STATE OF LOUISIANA COURT OF APPEAL FIRST CIRCUIT
Sep 21, 2015
2015 CA 0041 (La. Ct. App. Sep. 21, 2015)

Opinion

2015 CA 0041

09-21-2015

TARESA GRAVES v. ANDRE FREEMAN AND SAFEWAY INSURANCE CO.

Robert J. Carter Greensburg, LA Attorney for Plaintiff/Appellant Taresa Graves Holli K. Yandle Lafayette, LA Attorney for Defendant/Appellee Safeway Insurance Company of Louisiana Gregory J. LaBorde Brenda L. Mistrot Lafayette, LA Attorneys for Defendant/Appellee Andre Freeman


NOT DESIGNATED FOR PUBLICATION On Appeal from the Twenty-First Judicial District Court In and for the Parish of St. Helena State of Louisiana
No. 19,806
The Honorable Robert H. Morrison, III, Judge Presiding Robert J. Carter
Greensburg, LA
Attorney for Plaintiff/Appellant
Taresa Graves
Holli K. Yandle
Lafayette, LA
Attorney for Defendant/Appellee
Safeway Insurance Company of
Louisiana
Gregory J. LaBorde
Brenda L. Mistrot
Lafayette, LA
Attorneys for Defendant/Appellee
Andre Freeman
BEFORE: GUIDRY, HOLDRIDGE, AND CHUTZ, JJ. HOLDRIDGE, J.

Plaintiff, Taresa Graves, appeals a trial court judgment dismissing her claim against defendant, Safeway Insurance Company (of Louisiana), based on a finding that Safeway's automobile liability insurance policy did not provide coverage for her accident. For the reasons that follow, we affirm.

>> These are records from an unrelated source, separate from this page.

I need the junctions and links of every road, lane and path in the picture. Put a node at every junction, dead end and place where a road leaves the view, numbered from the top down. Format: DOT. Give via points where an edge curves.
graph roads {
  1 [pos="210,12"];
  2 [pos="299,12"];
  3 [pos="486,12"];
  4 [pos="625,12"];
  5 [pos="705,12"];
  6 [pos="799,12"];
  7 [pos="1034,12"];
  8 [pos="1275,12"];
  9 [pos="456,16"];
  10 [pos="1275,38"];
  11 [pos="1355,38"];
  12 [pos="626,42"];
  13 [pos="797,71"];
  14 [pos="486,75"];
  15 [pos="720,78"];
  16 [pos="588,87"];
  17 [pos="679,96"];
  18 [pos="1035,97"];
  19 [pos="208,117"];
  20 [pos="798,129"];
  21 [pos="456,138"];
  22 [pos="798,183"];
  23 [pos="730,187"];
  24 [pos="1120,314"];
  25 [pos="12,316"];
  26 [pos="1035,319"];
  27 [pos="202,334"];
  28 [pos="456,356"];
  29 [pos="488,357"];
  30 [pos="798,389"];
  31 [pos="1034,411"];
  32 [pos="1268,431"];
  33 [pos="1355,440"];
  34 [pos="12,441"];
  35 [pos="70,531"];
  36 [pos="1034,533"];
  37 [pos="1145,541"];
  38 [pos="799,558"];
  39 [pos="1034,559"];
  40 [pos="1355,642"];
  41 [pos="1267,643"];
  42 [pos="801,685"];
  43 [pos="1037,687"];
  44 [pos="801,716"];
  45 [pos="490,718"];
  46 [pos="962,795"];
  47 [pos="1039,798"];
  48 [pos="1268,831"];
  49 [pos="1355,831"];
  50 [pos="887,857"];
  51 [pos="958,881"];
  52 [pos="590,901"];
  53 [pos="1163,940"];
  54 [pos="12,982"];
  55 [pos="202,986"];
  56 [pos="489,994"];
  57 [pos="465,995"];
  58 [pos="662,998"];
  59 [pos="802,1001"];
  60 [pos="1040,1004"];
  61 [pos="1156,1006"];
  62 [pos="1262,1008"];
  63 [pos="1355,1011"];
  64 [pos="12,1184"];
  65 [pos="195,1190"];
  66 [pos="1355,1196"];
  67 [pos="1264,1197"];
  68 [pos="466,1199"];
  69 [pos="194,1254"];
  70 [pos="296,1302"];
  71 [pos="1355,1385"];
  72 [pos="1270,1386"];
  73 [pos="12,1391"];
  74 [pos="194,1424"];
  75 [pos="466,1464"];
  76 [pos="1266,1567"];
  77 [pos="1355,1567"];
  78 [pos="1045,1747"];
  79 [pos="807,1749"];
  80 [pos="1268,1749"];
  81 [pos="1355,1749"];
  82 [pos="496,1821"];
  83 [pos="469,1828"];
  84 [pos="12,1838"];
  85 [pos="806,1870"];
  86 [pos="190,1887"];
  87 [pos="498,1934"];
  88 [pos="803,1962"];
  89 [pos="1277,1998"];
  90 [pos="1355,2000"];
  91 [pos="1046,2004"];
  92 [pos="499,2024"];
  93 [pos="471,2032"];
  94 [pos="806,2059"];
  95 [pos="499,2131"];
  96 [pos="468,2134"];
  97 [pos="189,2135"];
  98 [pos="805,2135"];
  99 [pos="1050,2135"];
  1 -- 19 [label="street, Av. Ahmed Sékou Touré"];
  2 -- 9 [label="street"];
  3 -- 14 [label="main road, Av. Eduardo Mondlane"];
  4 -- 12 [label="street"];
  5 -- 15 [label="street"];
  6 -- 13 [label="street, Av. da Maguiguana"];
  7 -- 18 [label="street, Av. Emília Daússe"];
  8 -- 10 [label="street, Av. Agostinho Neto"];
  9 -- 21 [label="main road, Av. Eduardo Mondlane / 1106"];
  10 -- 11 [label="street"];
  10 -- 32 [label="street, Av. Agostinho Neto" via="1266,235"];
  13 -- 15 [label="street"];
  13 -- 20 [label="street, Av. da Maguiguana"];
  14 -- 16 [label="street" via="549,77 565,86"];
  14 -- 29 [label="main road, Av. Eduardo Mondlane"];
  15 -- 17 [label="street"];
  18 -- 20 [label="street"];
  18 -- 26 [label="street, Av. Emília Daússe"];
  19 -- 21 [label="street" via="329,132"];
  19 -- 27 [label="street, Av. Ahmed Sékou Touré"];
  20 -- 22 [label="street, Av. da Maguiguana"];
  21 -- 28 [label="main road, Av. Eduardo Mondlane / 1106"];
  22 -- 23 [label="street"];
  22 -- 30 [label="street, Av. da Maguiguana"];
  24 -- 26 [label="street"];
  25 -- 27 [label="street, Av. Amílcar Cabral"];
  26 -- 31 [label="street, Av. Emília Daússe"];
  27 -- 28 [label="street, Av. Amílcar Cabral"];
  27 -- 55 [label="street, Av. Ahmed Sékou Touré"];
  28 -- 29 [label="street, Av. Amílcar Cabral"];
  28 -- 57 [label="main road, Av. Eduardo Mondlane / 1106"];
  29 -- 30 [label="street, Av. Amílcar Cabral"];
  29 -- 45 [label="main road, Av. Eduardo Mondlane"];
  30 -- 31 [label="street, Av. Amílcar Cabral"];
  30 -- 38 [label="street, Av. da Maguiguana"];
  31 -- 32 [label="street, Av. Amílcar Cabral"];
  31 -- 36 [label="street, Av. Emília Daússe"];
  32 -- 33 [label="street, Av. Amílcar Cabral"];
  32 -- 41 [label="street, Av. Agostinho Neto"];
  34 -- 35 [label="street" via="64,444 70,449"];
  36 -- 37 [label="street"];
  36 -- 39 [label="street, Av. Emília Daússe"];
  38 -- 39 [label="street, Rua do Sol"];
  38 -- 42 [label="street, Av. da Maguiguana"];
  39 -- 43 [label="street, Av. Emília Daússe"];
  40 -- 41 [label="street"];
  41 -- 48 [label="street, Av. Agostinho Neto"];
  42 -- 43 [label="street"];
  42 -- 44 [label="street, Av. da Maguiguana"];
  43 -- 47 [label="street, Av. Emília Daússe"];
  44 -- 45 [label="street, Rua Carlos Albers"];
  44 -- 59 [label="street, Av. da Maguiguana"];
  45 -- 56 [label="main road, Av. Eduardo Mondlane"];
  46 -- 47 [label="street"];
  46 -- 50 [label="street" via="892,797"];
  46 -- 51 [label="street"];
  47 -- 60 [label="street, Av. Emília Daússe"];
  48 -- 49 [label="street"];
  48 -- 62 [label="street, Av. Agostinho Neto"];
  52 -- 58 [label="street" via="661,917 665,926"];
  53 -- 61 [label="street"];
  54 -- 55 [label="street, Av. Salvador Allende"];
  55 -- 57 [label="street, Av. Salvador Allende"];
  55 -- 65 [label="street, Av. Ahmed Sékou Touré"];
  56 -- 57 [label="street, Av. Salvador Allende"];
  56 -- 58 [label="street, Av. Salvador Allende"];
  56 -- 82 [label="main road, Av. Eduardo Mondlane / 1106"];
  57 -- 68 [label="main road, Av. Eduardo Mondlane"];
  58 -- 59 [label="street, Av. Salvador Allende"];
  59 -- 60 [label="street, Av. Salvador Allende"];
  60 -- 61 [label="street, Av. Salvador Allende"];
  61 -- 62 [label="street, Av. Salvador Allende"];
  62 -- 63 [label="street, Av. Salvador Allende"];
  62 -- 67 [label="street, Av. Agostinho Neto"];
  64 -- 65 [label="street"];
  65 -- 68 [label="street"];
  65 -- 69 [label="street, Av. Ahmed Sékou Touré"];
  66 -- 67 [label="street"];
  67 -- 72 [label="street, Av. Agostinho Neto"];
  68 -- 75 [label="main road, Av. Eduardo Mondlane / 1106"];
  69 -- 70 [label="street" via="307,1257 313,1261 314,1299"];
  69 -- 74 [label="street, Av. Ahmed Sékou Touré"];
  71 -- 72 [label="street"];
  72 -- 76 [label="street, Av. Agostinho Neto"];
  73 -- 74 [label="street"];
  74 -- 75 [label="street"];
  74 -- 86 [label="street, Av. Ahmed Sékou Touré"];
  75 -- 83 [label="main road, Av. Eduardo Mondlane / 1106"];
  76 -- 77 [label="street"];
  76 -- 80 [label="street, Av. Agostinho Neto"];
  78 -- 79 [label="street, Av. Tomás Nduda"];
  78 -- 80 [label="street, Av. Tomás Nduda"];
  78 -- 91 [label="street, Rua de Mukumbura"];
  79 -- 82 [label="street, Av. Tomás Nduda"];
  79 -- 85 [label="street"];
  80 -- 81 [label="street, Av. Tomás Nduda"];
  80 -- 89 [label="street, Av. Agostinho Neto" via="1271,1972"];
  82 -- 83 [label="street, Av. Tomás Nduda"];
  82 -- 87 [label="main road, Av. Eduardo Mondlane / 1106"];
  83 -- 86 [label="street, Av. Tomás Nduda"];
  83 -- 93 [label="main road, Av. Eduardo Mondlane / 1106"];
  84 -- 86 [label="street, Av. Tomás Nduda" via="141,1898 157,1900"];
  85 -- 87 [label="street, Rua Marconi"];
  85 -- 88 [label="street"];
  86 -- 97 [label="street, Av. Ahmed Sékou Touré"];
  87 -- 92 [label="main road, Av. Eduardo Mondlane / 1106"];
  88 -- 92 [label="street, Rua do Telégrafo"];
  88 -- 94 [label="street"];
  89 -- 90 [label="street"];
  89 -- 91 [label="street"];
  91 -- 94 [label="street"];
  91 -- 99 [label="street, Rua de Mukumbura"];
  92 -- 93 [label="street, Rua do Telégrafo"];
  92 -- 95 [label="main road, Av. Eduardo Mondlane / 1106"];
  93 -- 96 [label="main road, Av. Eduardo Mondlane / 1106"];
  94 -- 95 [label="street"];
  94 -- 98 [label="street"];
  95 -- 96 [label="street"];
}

FACTUAL AND PROCEDURAL HISTORY

On October 6, 2006, at approximately 3:30 a.m., Ms. Graves was riding a horse on or beside Hano Road in Tangipahoa Parish when her horse was struck by a vehicle driven by Andre Freeman. As a result of the injuries she sustained in the accident, Ms. Graves filed suit against Mr. Freeman. She also named Safeway as a defendant, alleging that "the vehicle operated by [Mr.] Freeman was insured by Safeway."

Through discovery, it was established that the vehicle driven by Mr. Freeman at the time of the accident was registered to his then paramour and mother of his three children, Latandria "Tangy" Harness. Although Ms. Harness had previously insured the vehicle with Safeway, the policy was cancelled in April 2006. Thus, Ms. Harness had no coverage on the vehicle at the time of the accident.

Ms. Graves asserted that Safeway was nonetheless liable under a separate liability policy it issued to Mr. Freeman's mother, Elaine Jackson. With respect to non-owned vehicles, the Safeway policy issued to Ms. Jackson provided coverage to Ms. Jackson's relatives but defined the term "relative" as "a person related to you ... by blood, marriage or adoption who lives with you." Ms. Graves argued that Mr. Freeman lived with Ms. Jackson, and thus, under the terms of the policy, Safeway was bound to provide coverage. During discovery, the depositions of both Ms. Jackson and Mr. Freeman were taken at the office of the plaintiff's attorney. The parties stipulated that the depositions were being "taken for all purposes" under the provisions of the Louisiana Code of Civil Procedure.

On the day of the trial, neither Ms. Jackson nor Mr. Freeman appeared, despite having been subpoenaed by Safeway. In lieu of their testimony, Safeway sought to offer their depositions into evidence; Ms. Graves objected. Consequently, the trial court instructed the sheriff's office to dispatch deputies to attempt to locate Ms. Jackson and Mr. Freeman and bring them to court to testify. Despite their efforts, the deputies were unable to locate either individual. Concluding that Ms. Jackson and Mr. Freeman were "unavailable," the trial court overruled Ms. Graves' objection and allowed the depositions to be admitted into evidence.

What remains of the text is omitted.